The project, led by Dr Davide Deriu, focuses on the making of modern Ankara in the 1920s­–30s. At this juncture, when Turkey’s secular nation state emerged from the debris of the Ottoman Empire, the new capital provided an unexpected terrain of encounters between East and West. The investigation of an uncharted body of sources (including history books; travelogues; novels; reviews; film; photographs; etc) shed light on the cross-cultural perceptions of modern Ankara. It also revealed how the rapid transformation of this forlorn town into a capital city contributed to shape the Western imagination of the nascent Turkish Republic. In 2011, Deriu was awarded an Early-Career Fellowship by the AHRC to develop this project (also listed in The Guardian’s Higher Education Network).

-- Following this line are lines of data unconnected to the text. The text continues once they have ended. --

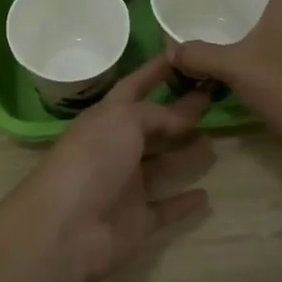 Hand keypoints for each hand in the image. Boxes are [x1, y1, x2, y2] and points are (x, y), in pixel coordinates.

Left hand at [0, 54, 214, 281]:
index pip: (134, 88)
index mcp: (105, 119)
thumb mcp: (122, 120)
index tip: (181, 54)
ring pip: (162, 165)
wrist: (67, 227)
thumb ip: (156, 114)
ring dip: (185, 154)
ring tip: (214, 141)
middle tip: (213, 100)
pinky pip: (166, 208)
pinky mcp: (137, 220)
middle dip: (179, 114)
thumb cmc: (92, 160)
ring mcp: (126, 186)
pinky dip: (184, 203)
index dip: (154, 71)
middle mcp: (115, 149)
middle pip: (152, 127)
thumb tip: (183, 117)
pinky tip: (207, 196) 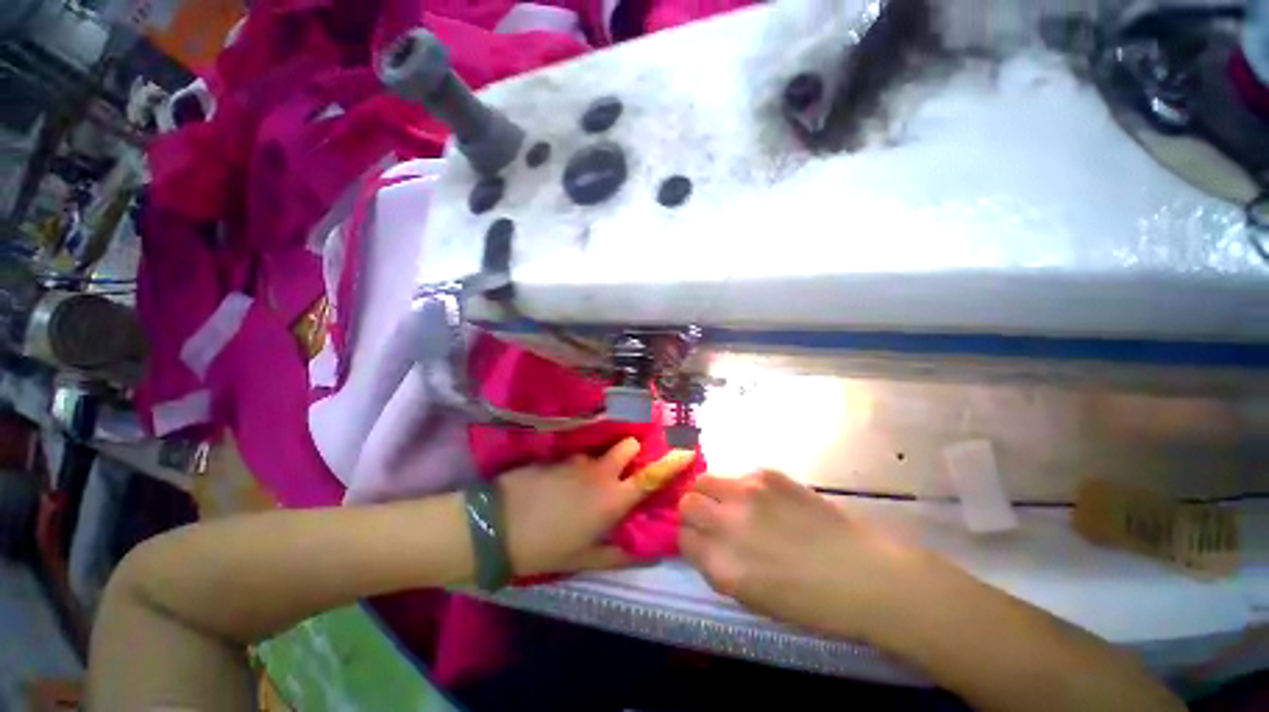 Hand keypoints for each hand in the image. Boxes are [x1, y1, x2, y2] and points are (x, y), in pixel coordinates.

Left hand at [498, 438, 694, 576]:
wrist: (496, 527)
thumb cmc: (545, 548)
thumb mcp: (584, 558)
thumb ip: (620, 554)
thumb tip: (651, 553)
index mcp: (612, 499)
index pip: (650, 477)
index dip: (672, 462)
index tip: (686, 450)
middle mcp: (600, 472)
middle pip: (628, 447)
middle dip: (630, 453)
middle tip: (621, 470)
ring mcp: (577, 460)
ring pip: (600, 452)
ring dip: (600, 462)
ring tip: (584, 482)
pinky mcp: (557, 456)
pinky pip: (577, 456)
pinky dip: (578, 465)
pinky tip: (561, 482)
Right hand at [678, 470, 933, 640]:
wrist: (866, 575)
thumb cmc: (812, 603)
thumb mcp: (753, 598)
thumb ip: (719, 565)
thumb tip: (703, 541)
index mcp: (722, 566)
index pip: (682, 538)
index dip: (690, 538)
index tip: (700, 539)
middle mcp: (727, 524)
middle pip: (687, 503)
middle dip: (693, 511)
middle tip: (712, 517)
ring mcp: (747, 494)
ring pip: (705, 480)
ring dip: (711, 492)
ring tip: (733, 503)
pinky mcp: (767, 475)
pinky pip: (739, 476)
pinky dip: (743, 488)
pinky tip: (767, 501) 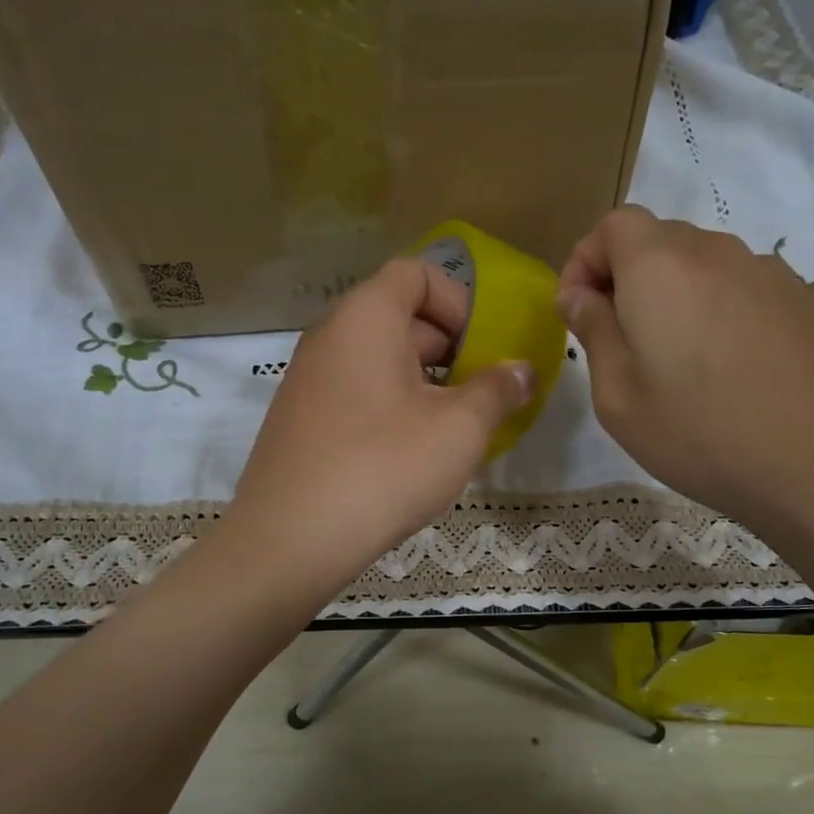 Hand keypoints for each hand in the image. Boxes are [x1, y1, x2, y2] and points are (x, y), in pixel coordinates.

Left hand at [225, 257, 534, 592]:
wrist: (291, 540)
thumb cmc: (384, 468)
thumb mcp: (459, 428)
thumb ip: (498, 390)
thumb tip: (523, 371)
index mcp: (366, 317)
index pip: (416, 273)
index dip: (459, 300)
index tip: (484, 347)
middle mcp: (330, 336)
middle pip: (399, 316)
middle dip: (450, 348)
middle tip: (480, 394)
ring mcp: (308, 379)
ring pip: (379, 360)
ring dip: (424, 383)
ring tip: (453, 429)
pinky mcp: (300, 420)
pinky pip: (357, 393)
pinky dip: (392, 406)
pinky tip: (411, 454)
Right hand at [558, 205, 813, 543]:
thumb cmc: (701, 436)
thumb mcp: (619, 398)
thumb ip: (594, 333)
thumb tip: (580, 296)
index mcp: (661, 268)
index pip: (615, 224)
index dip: (587, 260)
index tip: (579, 311)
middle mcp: (719, 253)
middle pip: (662, 241)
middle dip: (630, 278)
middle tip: (625, 341)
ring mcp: (774, 275)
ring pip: (710, 266)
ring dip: (682, 297)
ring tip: (686, 362)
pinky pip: (752, 293)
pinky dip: (729, 314)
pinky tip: (740, 372) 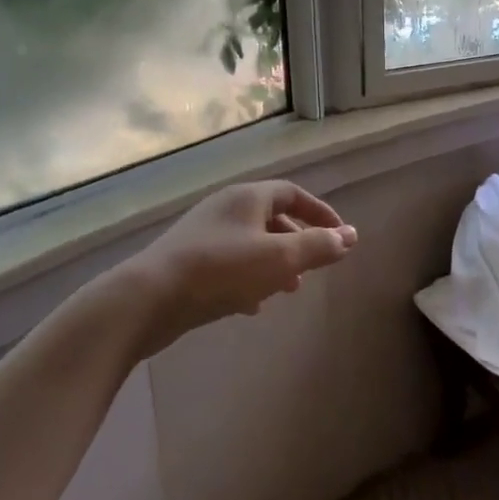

The key outputs relating to the project to date are:

  • Deriu, Davide. 'Picturing Modern Ankara: “New Turkey” in Western Imagination.' The Journal of Architecture, 18 (4), 497-527.
  • Deriu, Davide. 'A Challenge to the West: British Views of Republican Ankara.' In: Gharipour, Mohammad and Ozlu, Nilay (eds.), The City in the Muslim World: Depictions by Western Travel Writers (London: Routledge, 2015), pp. 279-302.

Additionally, in 2012 Deriu organised at the University of Westminster the symposium ‘The Making of Modern Ankara: Space, Politics, Representation’, in collaboration with Professor Benjamin Fortna of SOAS. This international and interdisciplinary event contributed to reassess the history of the Turkish capital within a wider cultural and geopolitical context.